The somewhat confrontational segment featured all of the current CBS This Morning co-hosts grilled Farrow with detailed questions about his sourcing on sexual abuse claims from powerful men. While they referenced the problems at CBS, the questions came about the problems on NBC.
Regarding NBC’s refusal to proceed with Farrow’s reporting on disgraced Hollywood mogul Harvey Weinstein, Gayle King demanded, “The bulk of the book is about your efforts to tell the Harvey Weinstein story and in the end NBC killed the story saying it didn’t reach their level of journalism. How do we know that this is not just — they’re saying it’s an axe to grind on your part.”
Actually, it appears that King is simply setting Farrow up to respond to his critics, particularly at NBC, which has attacked his book (detailed in the transcript that Whitlock didn’t otherwise acknowledge).
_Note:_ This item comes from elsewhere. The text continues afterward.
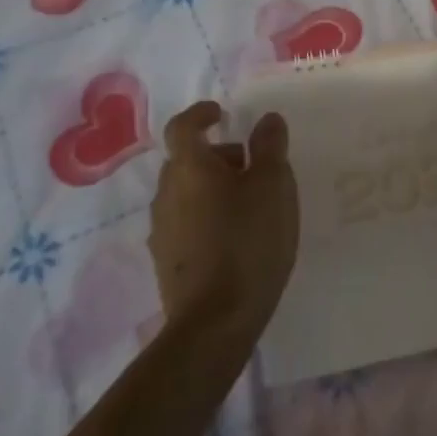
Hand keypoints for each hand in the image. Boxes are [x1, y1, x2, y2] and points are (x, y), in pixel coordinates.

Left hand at [150, 101, 298, 340]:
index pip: (183, 127)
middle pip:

Whitlock repeated his smear of King in an Oct. 22 post, claiming that “King suggested Farrow might have an ‘ax to grind.” That post was otherwise about Fox News anchor Bret Baier’s appearance on “CBS This Morning,”with Whitlock whining that the show’s co-hosts “grilled” Baier “about the departure of Shepard Smith from the network, baiting him to divine what exactly Smith meant when he said that the ‘truth will always matter.'” (The MRC hates Smith for failing to march in lockstep with Fox News’ right-wing agenda.)
Whitlock didn’t mention that Baier has his own issues with the truth, touting an anonymous sourced story before the 2016 election that Hillary Clinton’s indictment was imminent — a story that Baier had to retract and a story the MRC totally embraced yet never told its readers was retracted.